A contractor broke ground on the chiller system Thursday, and Cox hopes it will be operational by mid-November.
In case the chillers aren’t ready, he is making plans to move as much as 4 million Nimbus salmon eggs – half of total production – to other hatcheries on the Mokelumne and Feather rivers, which are expected to have adequately cold water.
One twist this year means American River flows likely will stay higher into November than they might have otherwise.
The Placer County Water Agency is selling 35,000 acre-feet of water to Westlands Water District in the San Joaquin Valley. The price was $325 per acre-foot, or about $11.3 million.

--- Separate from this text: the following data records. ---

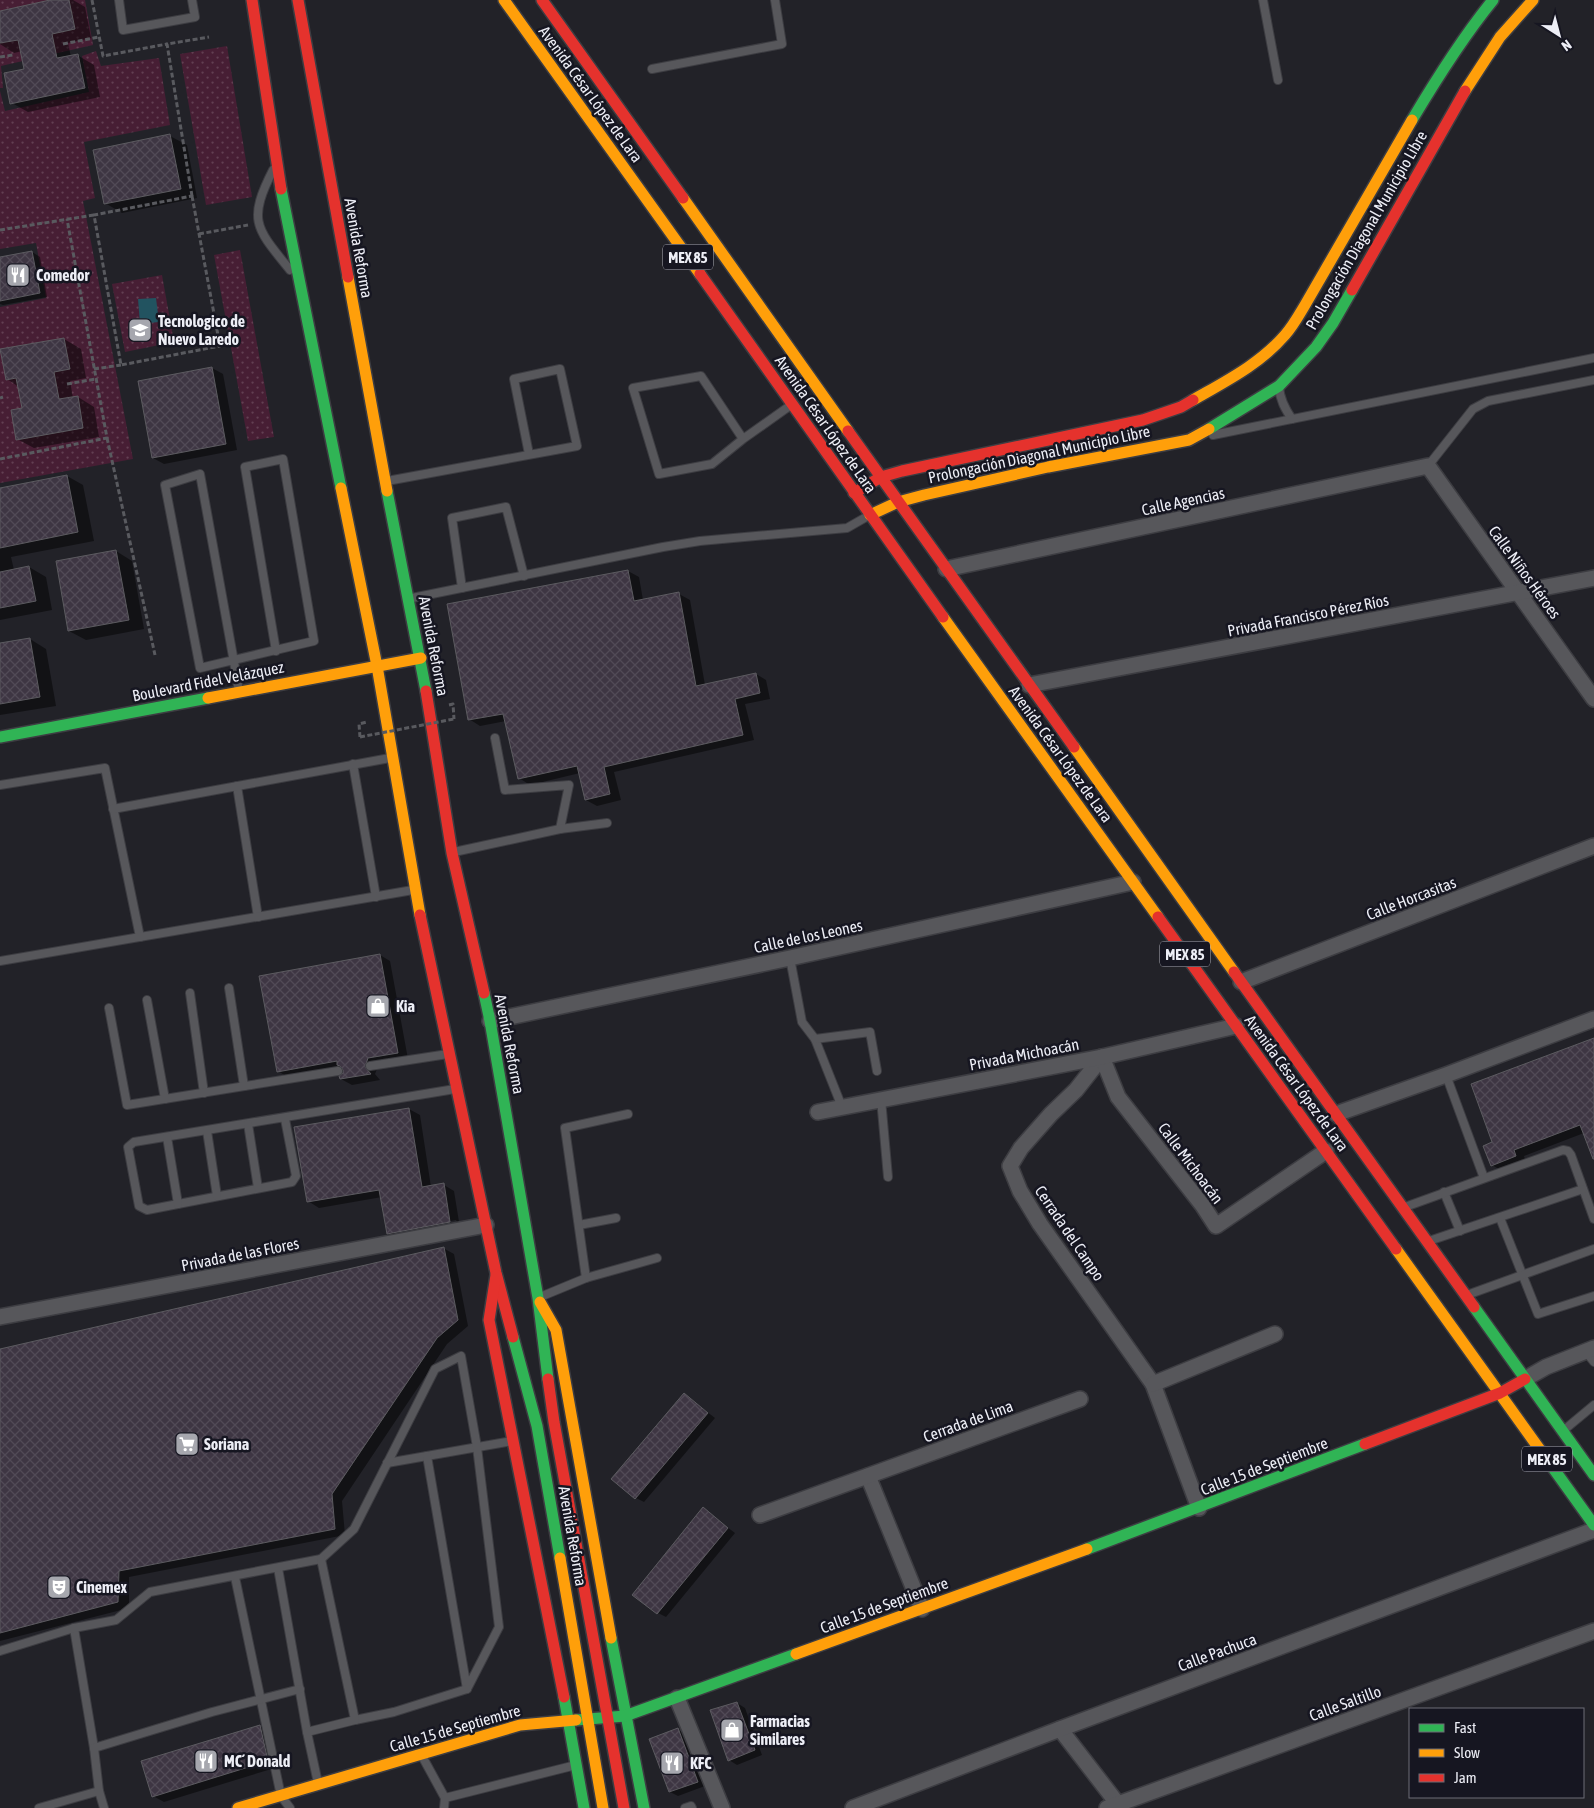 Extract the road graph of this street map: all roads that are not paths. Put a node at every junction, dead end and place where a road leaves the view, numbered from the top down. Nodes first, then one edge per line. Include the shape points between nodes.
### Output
1 (119, 0) edge
2 (192, 0) edge
3 (252, 0) edge
4 (298, 0) edge
5 (504, 0) edge
6 (542, 0) edge
7 (775, 0) edge
8 (1263, 0) edge
9 (1494, 0) edge
10 (1533, 0) edge
11 (652, 69) dead end
12 (1278, 80) dead end
13 (277, 161) junction
14 (298, 280) junction
15 (1594, 358) edge
16 (1594, 380) edge
17 (1279, 386) junction
18 (793, 404) junction
19 (1292, 419) junction
20 (743, 439) junction
21 (1189, 440) junction
22 (529, 454) junction
23 (1047, 454) junction
24 (1428, 466) junction
25 (881, 477) junction
26 (385, 481) junction
27 (854, 494) junction
28 (898, 502) junction
29 (870, 515) junction
30 (946, 569) junction
31 (524, 576) junction
32 (1594, 578) edge
33 (462, 588) junction
34 (1519, 593) junction
35 (409, 598) junction
36 (276, 651) junction
37 (421, 658) junction
38 (234, 662) junction
39 (377, 666) junction
40 (1029, 685) junction
41 (239, 692) junction
42 (1594, 699) edge
43 (0, 737) edge
44 (495, 738) dead end
45 (392, 758) junction
46 (353, 764) junction
47 (0, 785) edge
48 (237, 786) junction
49 (113, 809) junction
50 (607, 823) dead end
51 (560, 829) junction
52 (1594, 846) edge
53 (452, 853) junction
54 (1133, 882) junction
55 (415, 890) junction
56 (376, 897) junction
57 (258, 917) junction
58 (140, 937) junction
59 (790, 958) junction
60 (0, 961) edge
61 (1241, 982) junction
62 (229, 988) dead end
63 (190, 993) dead end
64 (148, 1000) dead end
65 (109, 1008) dead end
66 (1594, 1019) edge
67 (490, 1021) junction
68 (1236, 1026) junction
69 (815, 1039) junction
70 (450, 1053) junction
71 (1102, 1057) junction
72 (370, 1066) dead end
73 (338, 1071) dead end
74 (877, 1071) dead end
75 (1446, 1075) junction
76 (244, 1086) junction
77 (457, 1089) junction
78 (204, 1093) junction
79 (165, 1099) junction
80 (881, 1100) junction
81 (842, 1107) junction
82 (818, 1112) dead end
83 (628, 1114) dead end
84 (1336, 1114) junction
85 (285, 1118) junction
86 (248, 1124) junction
87 (207, 1131) junction
88 (167, 1137) junction
89 (1326, 1151) junction
90 (888, 1177) dead end
91 (1484, 1178) junction
92 (258, 1188) junction
93 (1583, 1189) junction
94 (1444, 1192) junction
95 (216, 1196) junction
96 (178, 1204) junction
97 (1403, 1208) junction
98 (616, 1218) dead end
99 (1500, 1218) junction
100 (1594, 1219) edge
101 (486, 1225) junction
102 (579, 1225) junction
103 (1460, 1231) junction
104 (1427, 1242) junction
105 (1594, 1249) edge
106 (657, 1258) dead end
107 (496, 1273) junction
108 (1522, 1274) junction
109 (586, 1278) junction
110 (1465, 1295) junction
111 (1594, 1296) edge
112 (538, 1298) junction
113 (0, 1317) edge
114 (1275, 1334) dead end
115 (1591, 1354) edge
116 (1525, 1378) junction
117 (1153, 1384) junction
118 (1500, 1394) junction
119 (1080, 1399) dead end
120 (1594, 1405) edge
121 (1563, 1432) junction
122 (514, 1441) junction
123 (477, 1447) junction
124 (427, 1456) junction
125 (387, 1463) junction
126 (1594, 1475) edge
127 (868, 1476) junction
128 (1199, 1508) junction
129 (760, 1515) dead end
130 (1594, 1525) edge
131 (1594, 1530) edge
132 (321, 1559) junction
133 (278, 1568) junction
134 (235, 1577) junction
135 (922, 1609) junction
136 (74, 1628) junction
137 (1594, 1631) edge
138 (0, 1651) edge
139 (300, 1689) junction
140 (467, 1689) junction
141 (676, 1698) junction
142 (260, 1700) junction
143 (625, 1716) junction
144 (608, 1717) junction
145 (589, 1719) junction
146 (355, 1720) junction
147 (569, 1720) junction
148 (1060, 1729) junction
149 (307, 1732) junction
150 (94, 1748) junction
151 (421, 1754) junction
152 (576, 1765) junction
153 (318, 1784) junction
154 (98, 1790) junction
155 (281, 1796) junction
156 (445, 1798) junction
157 (1116, 1807) edge
158 (39, 1808) edge
159 (104, 1808) edge
160 (238, 1808) edge
161 (290, 1808) edge
162 (444, 1808) edge
163 (584, 1808) edge
164 (603, 1808) edge
165 (624, 1808) edge
166 (644, 1808) edge
167 (685, 1808) edge
168 (692, 1808) edge
169 (722, 1808) edge
170 (853, 1808) edge

1 - 2 lane via 123,30 195,17
3 - 13 main road, Avenida Reforma
4 - 26 main road, Avenida Reforma
5 - 18 main road, Avenida César López de Lara / MEX 85
6 - 25 main road, Avenida César López de Lara / MEX 85
7 - 11 lane via 782,44
8 - 12 lane
9 - 23 main road, Prolongación Diagonal Municipio Libre via 1438,76 1286,334 1242,372 1181,407
10 - 17 main road, Prolongación Diagonal Municipio Libre via 1500,36 1474,75 1332,323 1316,347
13 - 14 main road, Avenida Reforma
13 - 14 lane via 256,211 260,230
14 - 39 main road, Avenida Reforma
15 - 19 lane
16 - 24 lane via 1488,401 1474,409
17 - 19 lane via 1282,402
17 - 21 main road, Prolongación Diagonal Municipio Libre via 1234,416
18 - 20 lane
18 - 27 main road, Avenida César López de Lara / MEX 85
19 - 21 lane
20 - 20 lane via 712,464 659,474 633,388 701,376
21 - 23 main road, Prolongación Diagonal Municipio Libre
22 - 22 lane via 514,379 560,369 577,446
22 - 26 lane
23 - 25 main road, Prolongación Diagonal Municipio Libre
23 - 28 main road, Prolongación Diagonal Municipio Libre
24 - 30 street, Calle Agencias
24 - 34 street, Calle Niños Héroes
25 - 27 main road, Prolongación Diagonal Municipio Libre
25 - 28 main road, Avenida César López de Lara / MEX 85
26 - 35 main road, Avenida Reforma
27 - 29 main road, Avenida César López de Lara / MEX 85
28 - 29 main road, Prolongación Diagonal Municipio Libre
28 - 30 main road, Avenida César López de Lara / MEX 85
29 - 31 lane via 848,528 663,547
29 - 54 main road, Avenida César López de Lara / MEX 85
30 - 40 main road, Avenida César López de Lara / MEX 85
31 - 33 lane
31 - 33 lane via 506,507 452,518
32 - 34 street, Privada Francisco Pérez Ríos
33 - 35 lane
34 - 40 street, Privada Francisco Pérez Ríos
34 - 42 street, Calle Niños Héroes
35 - 37 main road, Avenida Reforma
36 - 36 lane via 314,641 283,459 245,467
36 - 38 lane
37 - 39 main road, Boulevard Fidel Velázquez
37 - 53 main road, Avenida Reforma
38 - 38 lane via 200,668 165,485 200,474
38 - 41 lane
39 - 41 main road, Boulevard Fidel Velázquez
39 - 45 main road, Avenida Reforma
40 - 61 main road, Avenida César López de Lara / MEX 85
41 - 43 main road, Boulevard Fidel Velázquez
44 - 51 lane via 505,790 569,786
45 - 46 lane
45 - 55 main road, Avenida Reforma
46 - 48 lane
46 - 56 lane
47 - 49 lane via 105,768
48 - 49 lane
48 - 57 lane
49 - 58 lane
50 - 51 lane
51 - 53 lane
52 - 61 street, Calle Horcasitas
53 - 67 main road, Avenida Reforma
54 - 59 street, Calle de los Leones
54 - 68 main road, Avenida César López de Lara / MEX 85
55 - 56 lane
55 - 70 main road, Avenida Reforma
56 - 57 lane
57 - 58 lane
58 - 60 lane
59 - 67 street, Calle de los Leones
59 - 69 lane via 802,1022
61 - 84 main road, Avenida César López de Lara / MEX 85
62 - 76 lane
63 - 78 lane
64 - 79 lane
65 - 79 lane via 127,1105
66 - 75 street
67 - 112 main road, Avenida Reforma
68 - 71 street, Privada Michoacán
68 - 89 main road, Avenida César López de Lara / MEX 85
69 - 74 lane via 870,1032
69 - 81 lane
70 - 72 lane
70 - 77 main road, Avenida Reforma
71 - 80 street, Privada Michoacán
71 - 89 street, Calle Michoacán via 1118,1097 1216,1226
71 - 117 street, Cerrada del Campo via 1076,1090 1021,1148 1010,1166 1020,1192 1040,1224
73 - 76 lane
75 - 84 street
75 - 91 lane
76 - 78 lane
77 - 85 lane
77 - 101 main road, Avenida Reforma
78 - 79 lane
80 - 81 street, Privada Michoacán
80 - 90 lane
81 - 82 street, Privada Michoacán
83 - 102 lane via 565,1128
84 - 97 main road, Avenida César López de Lara / MEX 85
85 - 86 lane
85 - 92 lane via 296,1176 292,1182
86 - 87 lane
86 - 92 lane
87 - 88 lane
87 - 95 lane
88 - 96 lane
88 - 96 lane via 134,1142 128,1147 139,1206 147,1210
89 - 118 main road, Avenida César López de Lara / MEX 85
91 - 93 lane via 1563,1150 1571,1155
91 - 94 lane
92 - 95 lane
93 - 99 lane
93 - 100 lane
94 - 97 lane
94 - 103 lane
95 - 96 lane
97 - 104 main road, Avenida César López de Lara / MEX 85
98 - 102 lane
99 - 103 lane
99 - 108 lane
101 - 107 main road, Avenida Reforma
101 - 113 street, Privada de las Flores
102 - 109 lane
103 - 104 lane
104 - 110 main road, Avenida César López de Lara / MEX 85
105 - 108 lane
106 - 109 lane
107 - 122 main road, Avenida Reforma via 489,1320
107 - 145 main road, Avenida Reforma via 537,1426
108 - 110 lane
108 - 111 lane via 1538,1314
109 - 112 lane
110 - 116 main road, Avenida César López de Lara / MEX 85
112 - 143 main road, Avenida Reforma via 556,1330
112 - 144 main road, Avenida Reforma via 554,1422
114 - 117 street
115 - 116 street via 1546,1367
116 - 118 main road, Calle 15 de Septiembre
116 - 121 main road, Avenida César López de Lara / MEX 85
117 - 128 street, Cerrada del Campo
118 - 128 main road, Calle 15 de Septiembre
118 - 130 main road, Avenida César López de Lara / MEX 85
119 - 127 street, Cerrada de Lima
120 - 121 lane
121 - 126 main road, Avenida César López de Lara / MEX 85
122 - 123 lane
122 - 147 main road, Avenida Reforma
123 - 124 lane
123 - 125 lane via 461,1356 436,1369
123 - 140 lane via 499,1627
124 - 125 lane
124 - 140 lane
125 - 132 lane via 354,1529
127 - 129 street, Cerrada de Lima
127 - 135 street
128 - 135 main road, Calle 15 de Septiembre
131 - 148 street, Calle Pachuca
132 - 133 lane
132 - 146 lane
133 - 134 lane
133 - 139 lane
134 - 136 lane via 150,1592 116,1620
134 - 142 lane
135 - 141 main road, Calle 15 de Septiembre
136 - 138 lane
136 - 150 lane
137 - 157 street, Calle Saltillo
139 - 142 lane
139 - 149 lane
140 - 146 lane via 394,1712
141 - 143 main road, Calle 15 de Septiembre
141 - 169 street
142 - 150 lane
142 - 155 lane
143 - 144 main road, Calle 15 de Septiembre
143 - 166 main road, Avenida Reforma
144 - 145 main road, Calle 15 de Septiembre
144 - 165 main road, Avenida Reforma
145 - 147 main road, Calle 15 de Septiembre
145 - 164 main road, Avenida Reforma
146 - 149 lane
147 - 151 main road, Calle 15 de Septiembre via 520,1725
147 - 152 main road, Avenida Reforma
148 - 157 street
148 - 170 street, Calle Pachuca
149 - 153 lane
150 - 154 lane
151 - 153 main road, Calle 15 de Septiembre
151 - 156 lane
152 - 156 lane
152 - 163 main road, Avenida Reforma
153 - 155 main road, Calle 15 de Septiembre
154 - 158 lane
154 - 159 lane
155 - 160 main road, Calle 15 de Septiembre
155 - 161 lane
156 - 162 lane
167 - 168 lane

The water, previously held in reservoirs on the middle fork of the American River, will be released from Folsom Reservoir into the Sacramento-San Joaquin Delta. From there, it will be diverted via canal to Westlands, the largest agricultural irrigation district in America.
Water and wildlife officials agreed to delay the transfer until October to provide additional flow for salmon in the American River.
Einar Maisch, director of strategic affairs at Placer County Water Agency, said the transfer is possible because his agency’s American River reservoirs had a surplus available. Even so, Placer County customers have been required to conserve water because they are primarily served by Lake Spaulding on the Yuba River, where there is a shortage of water. Customers also use American River water, but pumping capacity limits how much can be delivered.
“The water sales to Westlands did not in any way diminish water available to our customers,” Maisch said. “We reached a recognition that we have excess water in dry years. And making sure it is released in dry years, so it can provide an environmental benefit in the lower American River, was in everyone’s interest.”